When Carl von Sittenzeplatz entered the store, I was busy with Kathy Millwood, who was choosing some calico for new kitchen curtains. Kathy's a sweet creature, and I did my best to help her decide between the powder blue and the cornflower blue, but it was hard not to be distracted. Mr. Sittenzeplatz was so obviously casing the joint before speaking to any of the staff.
Kathy finally chose the cornflower blue, so I cut the fabric while she divulged all the local community theater gossip. I'm not a theater enthusiast, but sweeties, I am a gossip enthusiast. Her stories of the communal conniptions during the latest production of "No, No, Nanette" were so engrossing that I had almost forgotten about our friendly corporate representative. But there he was, peering right over Kathy's shoulder.

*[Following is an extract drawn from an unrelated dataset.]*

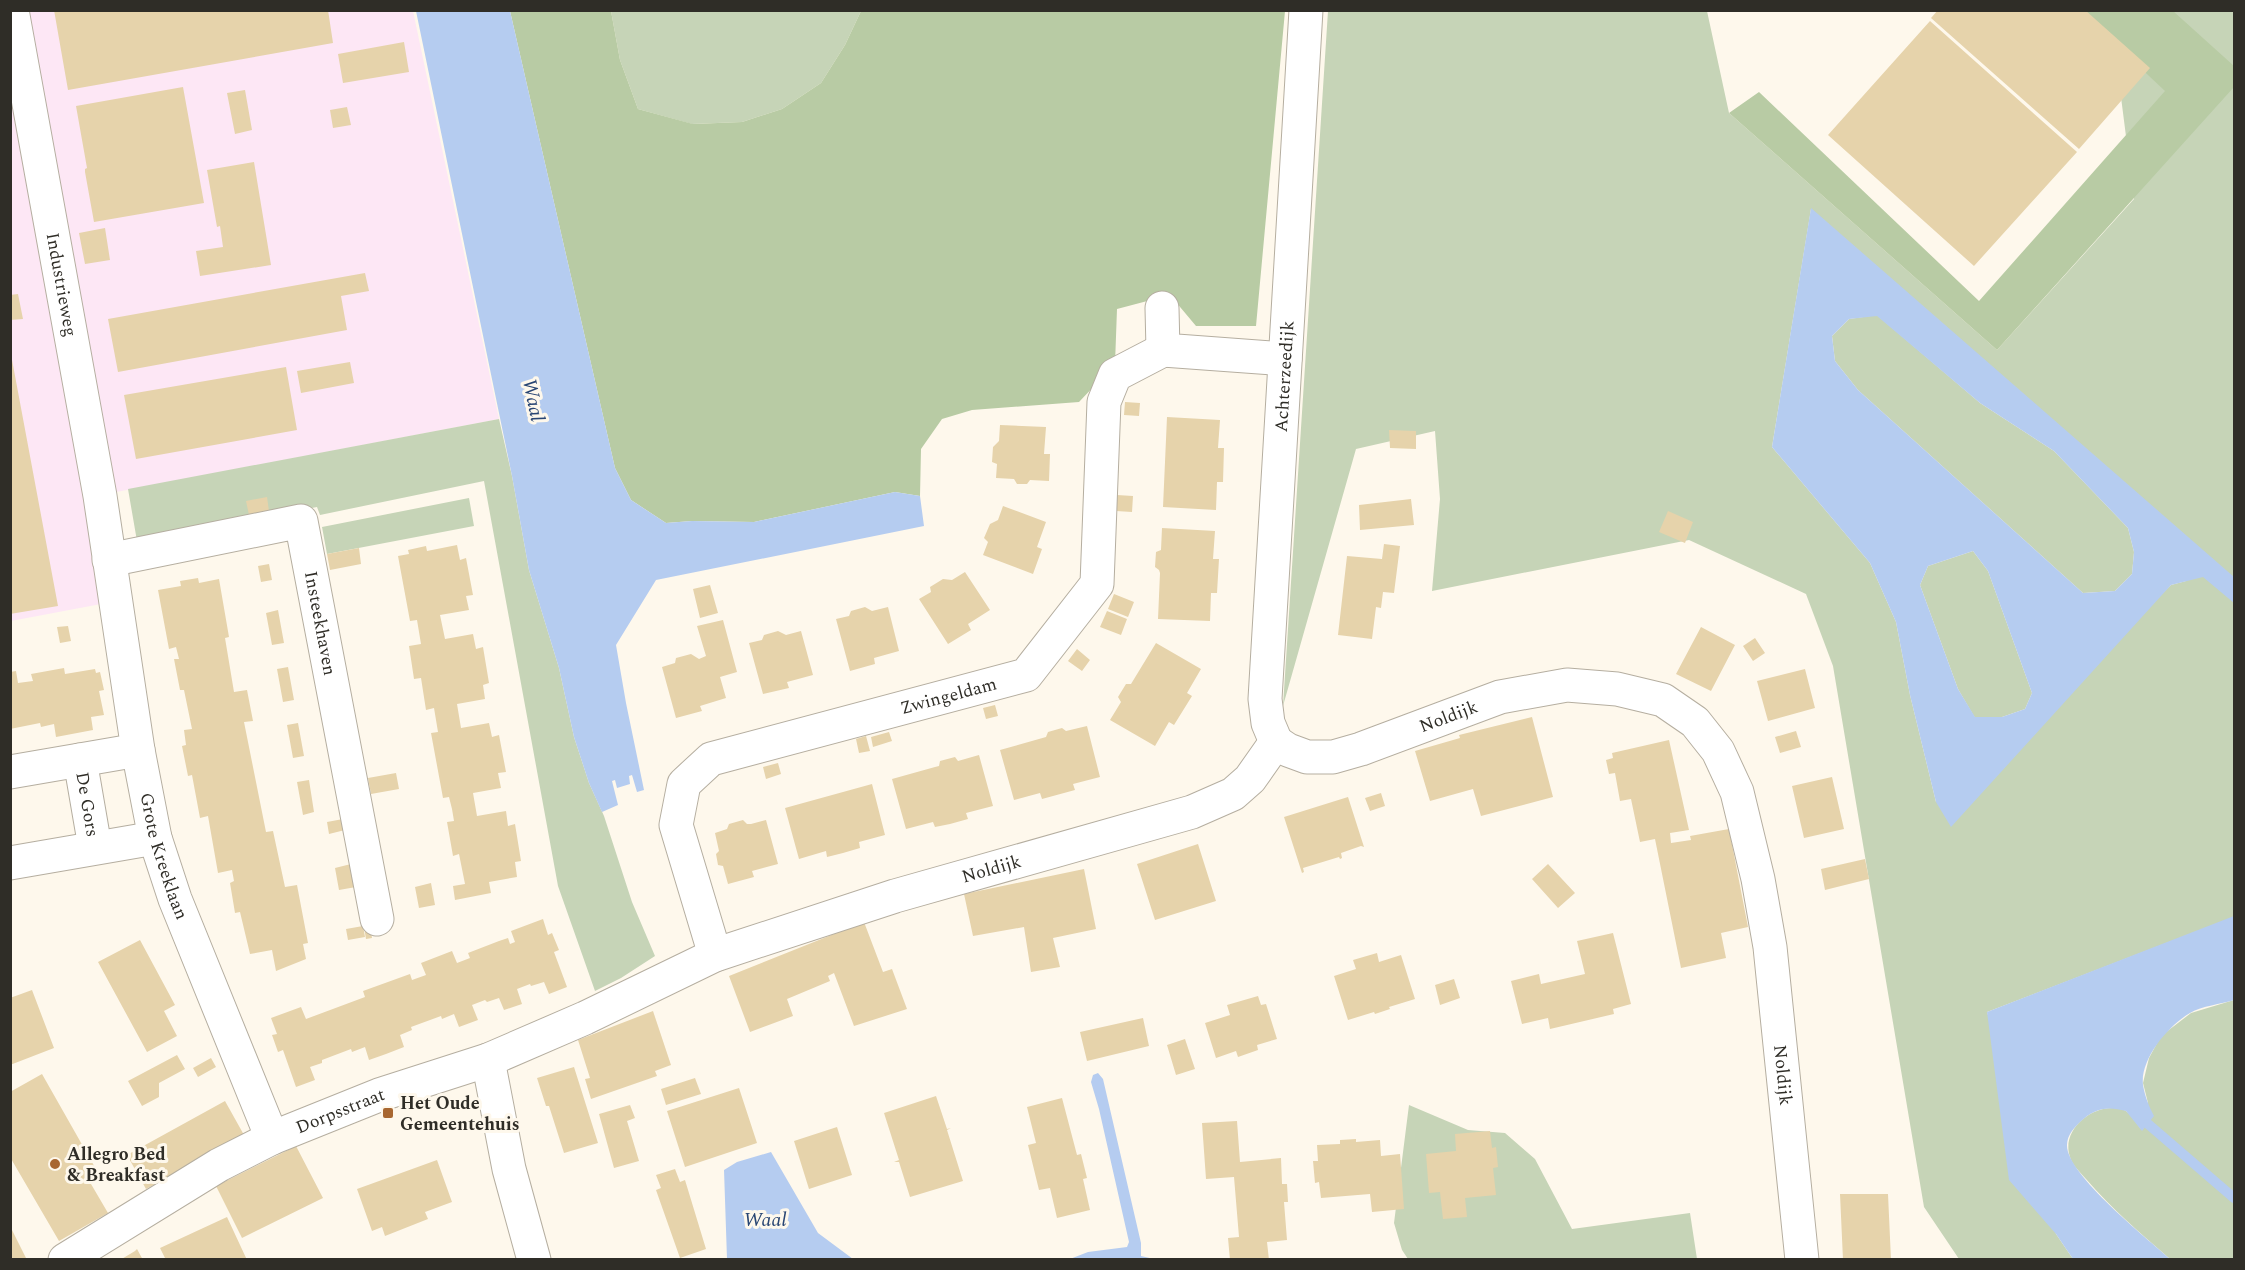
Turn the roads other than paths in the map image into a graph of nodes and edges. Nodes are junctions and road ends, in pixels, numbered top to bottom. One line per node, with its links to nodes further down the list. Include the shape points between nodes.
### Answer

"Sir," I deadpanned, "I'll be with you in just a moment." I turned to Kathy and asked her if there was anything else I could help her with today. She must have sensed that Hancock Fabrics was experiencing its own communal conniption, and gracefully made her exit after a brief glance at this strange blond visitor.
"Now, sir," I assumed my best mother-hen demeanor, "what can I do for you today?"
And when I looked into his eyes, the same color as Kathy's kitchen curtain calico, I knew we had nothing to be afraid of. He was amused, for heaven's sake. He whispered, "I'm sorry that I don't have any news about the local thespians, but I could tell you a few hair-raisers about the CEO."